- MATERIAL TO PROCESS:

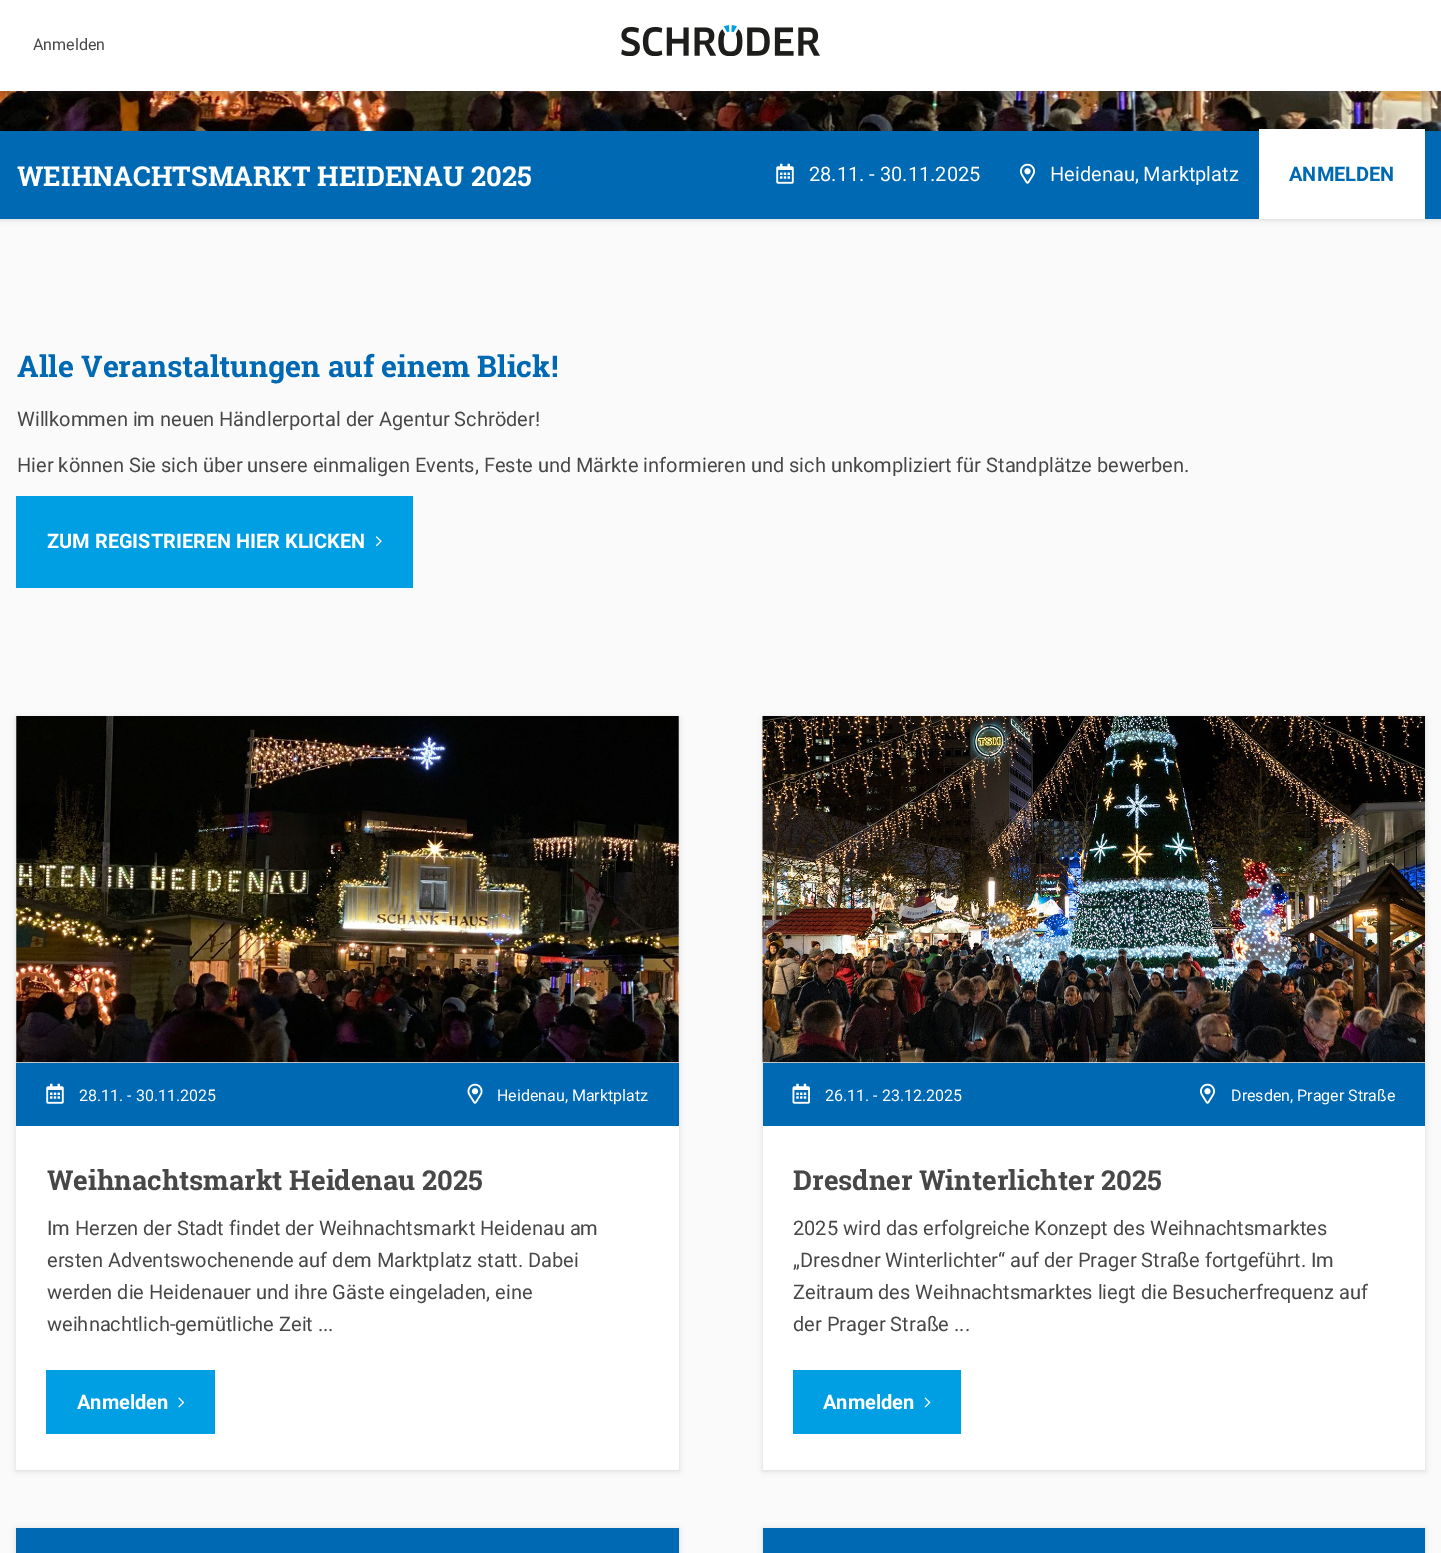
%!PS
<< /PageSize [1441 1553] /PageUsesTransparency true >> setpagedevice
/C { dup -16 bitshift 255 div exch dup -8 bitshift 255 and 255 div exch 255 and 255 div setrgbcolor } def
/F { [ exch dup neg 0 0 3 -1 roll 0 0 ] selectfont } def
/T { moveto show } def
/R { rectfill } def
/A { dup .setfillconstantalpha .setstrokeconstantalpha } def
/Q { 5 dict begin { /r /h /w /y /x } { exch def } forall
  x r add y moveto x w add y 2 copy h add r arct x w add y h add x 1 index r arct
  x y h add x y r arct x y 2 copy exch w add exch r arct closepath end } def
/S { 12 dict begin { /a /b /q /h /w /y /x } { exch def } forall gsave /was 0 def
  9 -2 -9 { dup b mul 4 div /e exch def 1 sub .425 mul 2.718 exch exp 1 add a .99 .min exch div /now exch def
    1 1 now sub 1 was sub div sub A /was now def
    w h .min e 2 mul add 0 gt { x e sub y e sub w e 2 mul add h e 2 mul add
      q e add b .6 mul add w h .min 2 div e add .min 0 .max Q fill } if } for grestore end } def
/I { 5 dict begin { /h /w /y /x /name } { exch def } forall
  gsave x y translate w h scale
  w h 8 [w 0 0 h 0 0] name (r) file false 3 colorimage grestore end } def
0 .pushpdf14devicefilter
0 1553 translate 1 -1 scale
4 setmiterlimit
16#FAFAFA C
0 0 1441 1553 R
16#474747 C
0 -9 1441 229 0 3 .2 S
(2.rgb) 0 91 1441 40 I
0 1 1441 92 0 3 .2 S
16#FFFFFF C
0 0 1441 91 R
/Roboto-Regular 16 F
16#474747 C
(Anmelden) 33 50 T
(1.rgb) 621 25 199 31 I
16#0069B4 C
0 131 1441 88 R
/RobotoSlab-Bold 27.5 F
16#FFFFFF C
(WEIHNACHTSMARKT HEIDENAU 2025) 17 186 T
(3.rgb) 776 163 18 21 I
/Roboto-Regular 20 F
(28.11. - 30.11.2025) 809 181 T
(4.rgb) 1020 163 15 21 I
(Heidenau, Marktplatz) 1050 181 T
1259 129 166 90 R
/Roboto-Bold 20 F
16#0069B4 C
(ANMELDEN) 1289 181 T
/RobotoSlab-Bold 30 F
(Alle Veranstaltungen auf einem Blick!) 17 377 T
/Roboto-Regular 20 F
16#474747 C
(Willkommen im neuen Händlerportal der Agentur Schröder!) 17 426 T
(Hier können Sie sich über unsere einmaligen Events, Feste und Märkte informieren und sich unkompliziert für Standplätze bewerben.) 17 472 T
16#009FE3 C
16 496 397 92 R
/Roboto-Bold 20 F
16#FFFFFF C
(ZUM REGISTRIEREN HIER KLICKEN) 47 548 T
(5.rgb) 375 536 7 11 I
16#474747 C
16 718 663 753 0 3 .2 S
16#FFFFFF C
16 716 663 754 R
(6.rgb) 16 716 663 347 I
16#0069B4 C
16 1063 663 63 R
(3.rgb) 46 1083 18 21 I
/Roboto-Regular 16 F
16#FFFFFF C
(28.11. - 30.11.2025) 79 1101 T
(7.rgb) 467 1083 16 21 I
(Heidenau, Marktplatz) 497 1101 T
/RobotoSlab-Bold 27.5 F
16#474747 C
(Weihnachtsmarkt Heidenau 2025) 47 1190 T
/Roboto-Regular 20 F
(Im Herzen der Stadt findet der Weihnachtsmarkt Heidenau am) 47 1235 T
(ersten Adventswochenende auf dem Marktplatz statt. Dabei) 47 1267 T
(werden die Heidenauer und ihre Gäste eingeladen, eine) 47 1299 T
(weihnachtlich-gemütliche Zeit ...) 47 1331 T
16#009FE3 C
46 1370 169 64 R
/Roboto-Bold 20 F
16#FFFFFF C
(Anmelden) 77 1409 T
(8.rgb) 178 1397 7 11 I
16#474747 C
763 718 662 753 0 3 .2 S
16#FFFFFF C
763 1062 662 408 R
(9.rgb) 762 716 663 347 I
16#0069B4 C
763 1063 662 63 R
(10.rgb) 792 1083 18 21 I
/Roboto-Regular 16 F
16#FFFFFF C
(26.11. - 23.12.2025) 825 1101 T
(4.rgb) 1200 1083 15 21 I
(Dresden, Prager Straße) 1231 1101 T
/RobotoSlab-Bold 27.5 F
16#474747 C
(Dresdner Winterlichter 2025) 793 1190 T
/Roboto-Regular 20 F
(2025 wird das erfolgreiche Konzept des Weihnachtsmarktes) 793 1235 T
(„Dresdner Winterlichter“ auf der Prager Straße fortgeführt. Im) 793 1267 T
(Zeitraum des Weihnachtsmarktes liegt die Besucherfrequenz auf) 793 1299 T
(der Prager Straße ...) 793 1331 T
16#009FE3 C
793 1370 168 64 R
/Roboto-Bold 20 F
16#FFFFFF C
(Anmelden) 823 1409 T
(11.rgb) 924 1397 7 11 I
16#474747 C
16 1529 663 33 0 3 .2 S
16#0069B4 C
16 1528 663 25 R
16#474747 C
763 1529 662 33 0 3 .2 S
16#0069B4 C
763 1528 662 25 R
.poppdf14devicefilter showpage
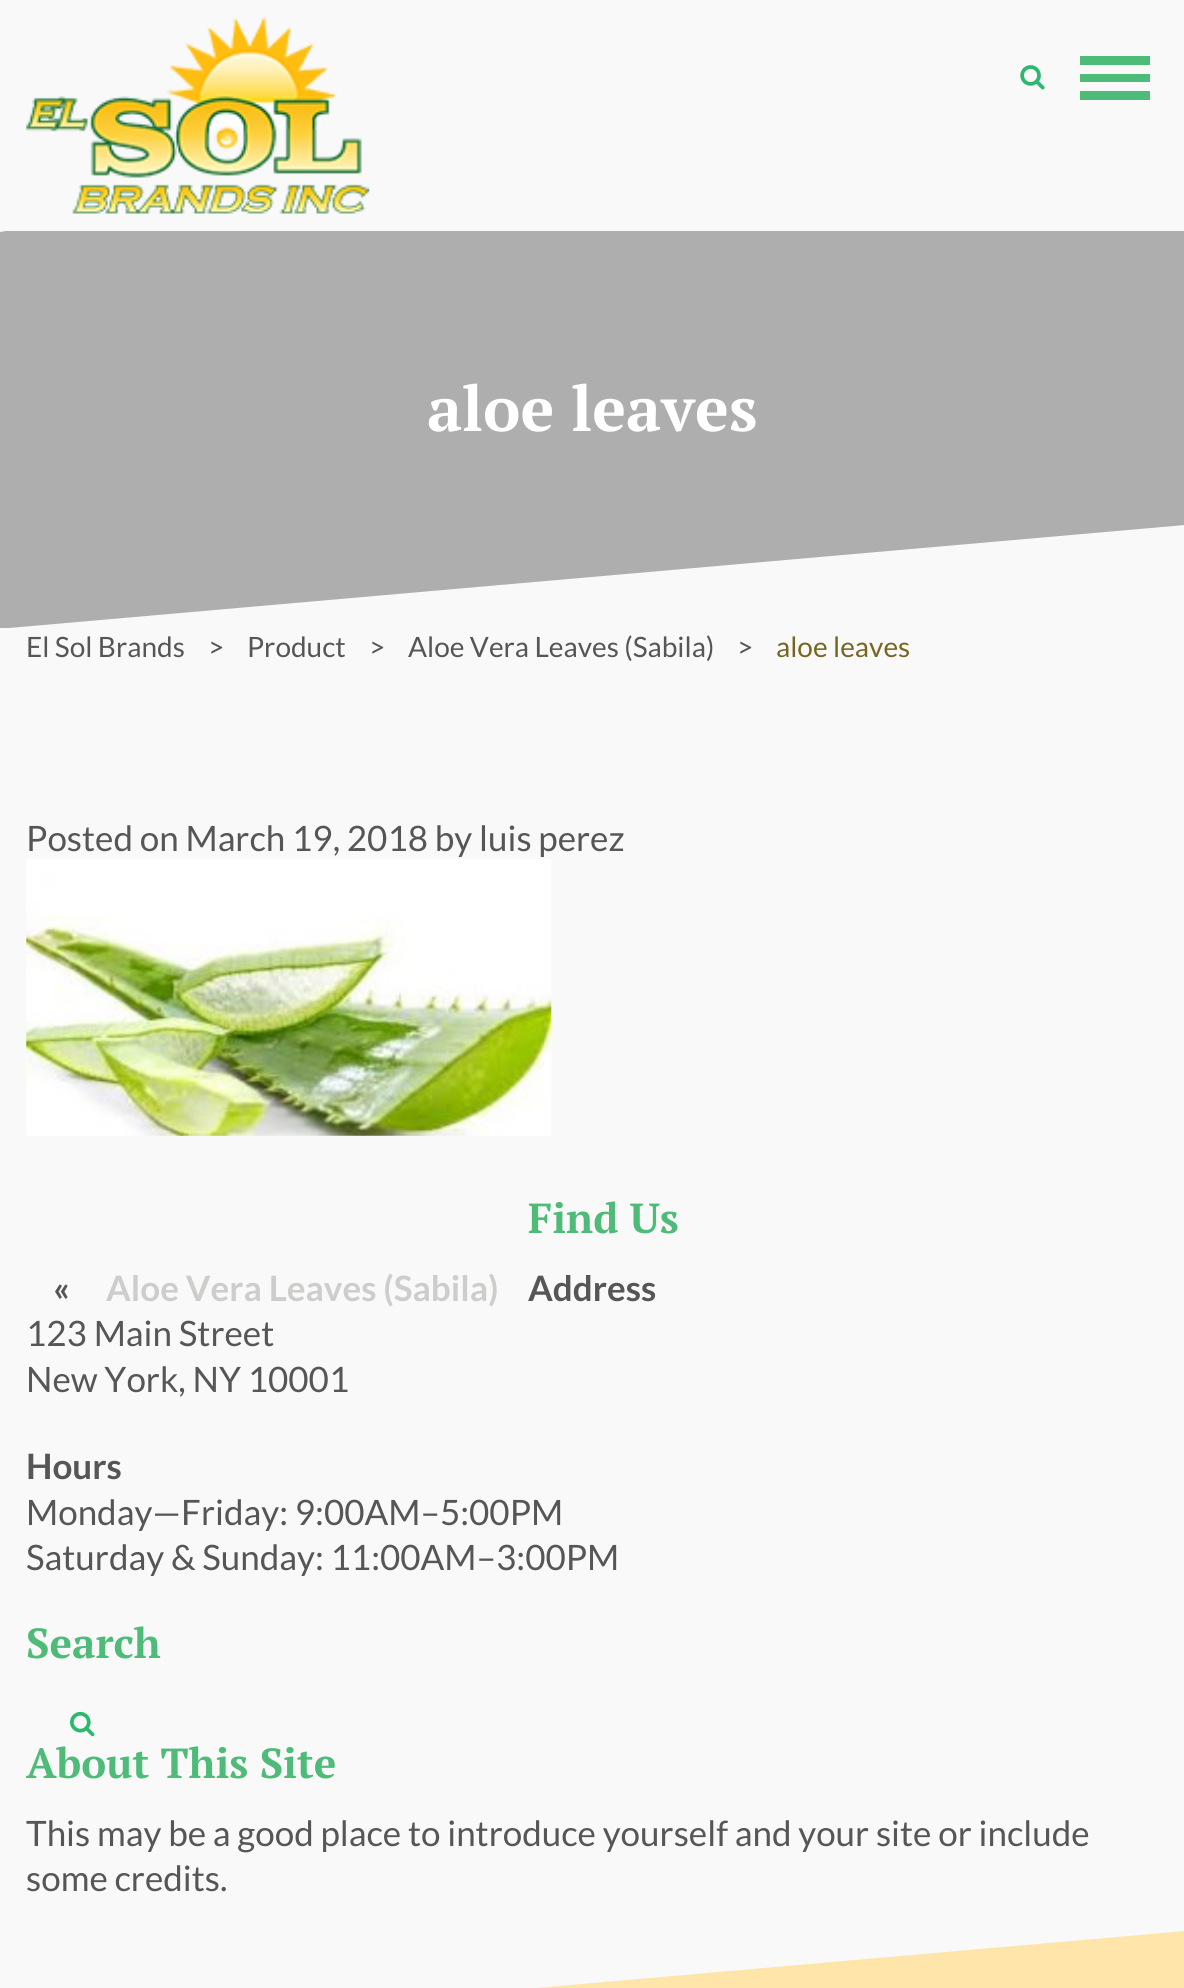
import math
import cairo

surface = cairo.ImageSurface(cairo.FORMAT_RGB24, 1184, 1988)
c = cairo.Context(surface)
options = cairo.FontOptions()
options.set_hint_metrics(cairo.HINT_METRICS_OFF)
options.set_hint_style(cairo.HINT_STYLE_NONE)
c.set_font_options(options)
c.set_miter_limit(4)
def C(code):
 c.set_source_rgb(*(v / 255 for v in bytes.fromhex(code[-6:])))
def F(family, size, italic, bold):
 c.select_font_face(family, cairo.FONT_SLANT_ITALIC if italic else cairo.FONT_SLANT_NORMAL, cairo.FONT_WEIGHT_BOLD if bold else cairo.FONT_WEIGHT_NORMAL)
 c.set_font_size(size)
def T(x, y, s):
 c.move_to(x, y)
 c.show_text(s)
def R(x, y, w, h):
 c.rectangle(x, y, w, h)
 c.fill()
def I(path, x, y, w, h):
 c.save()
 c.set_source_surface(cairo.ImageSurface.create_from_png(path), x, y)
 c.rectangle(x, y, w, h)
 c.fill()
 c.restore()
C('f9f9f9')
c.paint()
I('1.png',26,17,344,197)
I('2.png',1020,65,25,25)
C('4ebb78')
R(1080,74,70,8)
R(1080,56,70,9)
R(1080,91,70,9)
C('aeaeae')
c.new_path()
c.move_to(0,232)
c.line_to(0,628)
c.line_to(9,628)
c.line_to(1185,525)
c.line_to(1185,231)
c.line_to(6,231)
c.close_path()
c.fill()
F('PT Serif',63,0,1)
C('ffffff')
T(427,431,'aloe leaves')
F('Lato',28,0,0)
C('565656')
T(26,657,'El Sol Brands')
T(208,657,'>')
T(247,657,'Product')
T(369,657,'>')
T(408,657,'Aloe Vera Leaves (Sabila)')
T(737,657,'>')
C('776623')
T(776,657,'aloe leaves')
F('Lato',35,0,0)
C('565656')
T(26,851,'Posted on March 19, 2018 by luis perez')
I('3.png',26,859,526,277)
F('Lato',35,0,1)
T(53,1301,'«')
C('cdcdcb')
T(106,1301,'Aloe Vera Leaves (Sabila)')
F('PT Serif',42,0,1)
C('4ebb78')
T(528,1233,'Find Us')
F('Lato',35,0,1)
C('565656')
T(528,1301,'Address')
F('Lato',35,0,0)
T(26,1346,'123 Main Street')
T(26,1392,'New York, NY 10001')
F('Lato',35,0,1)
T(26,1479,'Hours')
F('Lato',35,0,0)
T(26,1525,'Monday—Friday: 9:00AM–5:00PM')
T(26,1570,'Saturday & Sunday: 11:00AM–3:00PM')
F('PT Serif',42,0,1)
C('4ebb78')
T(26,1658,'Search')
I('4.png',70,1711,25,26)
T(26,1778,'About This Site')
F('Lato',35,0,0)
C('565656')
T(26,1846,'This may be a good place to introduce yourself and your site or include')
T(26,1891,'some credits.')
C('ffe5a9')
c.new_path()
c.move_to(0,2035)
c.line_to(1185,1931)
c.line_to(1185,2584)
c.line_to(0,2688)
c.close_path()
c.fill()
surface.write_to_png('o.png')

- TASK STATEMENT: Could you please write out exactly the lines from the start of the entries above through the line that holds "4 setmiterlimit", both included, with no pictures?

- SOLUTION BELOW:
%!PS
<< /PageSize [1441 1553] /PageUsesTransparency true >> setpagedevice
/C { dup -16 bitshift 255 div exch dup -8 bitshift 255 and 255 div exch 255 and 255 div setrgbcolor } def
/F { [ exch dup neg 0 0 3 -1 roll 0 0 ] selectfont } def
/T { moveto show } def
/R { rectfill } def
/A { dup .setfillconstantalpha .setstrokeconstantalpha } def
/Q { 5 dict begin { /r /h /w /y /x } { exch def } forall
  x r add y moveto x w add y 2 copy h add r arct x w add y h add x 1 index r arct
  x y h add x y r arct x y 2 copy exch w add exch r arct closepath end } def
/S { 12 dict begin { /a /b /q /h /w /y /x } { exch def } forall gsave /was 0 def
  9 -2 -9 { dup b mul 4 div /e exch def 1 sub .425 mul 2.718 exch exp 1 add a .99 .min exch div /now exch def
    1 1 now sub 1 was sub div sub A /was now def
    w h .min e 2 mul add 0 gt { x e sub y e sub w e 2 mul add h e 2 mul add
      q e add b .6 mul add w h .min 2 div e add .min 0 .max Q fill } if } for grestore end } def
/I { 5 dict begin { /h /w /y /x /name } { exch def } forall
  gsave x y translate w h scale
  w h 8 [w 0 0 h 0 0] name (r) file false 3 colorimage grestore end } def
0 .pushpdf14devicefilter
0 1553 translate 1 -1 scale
4 setmiterlimit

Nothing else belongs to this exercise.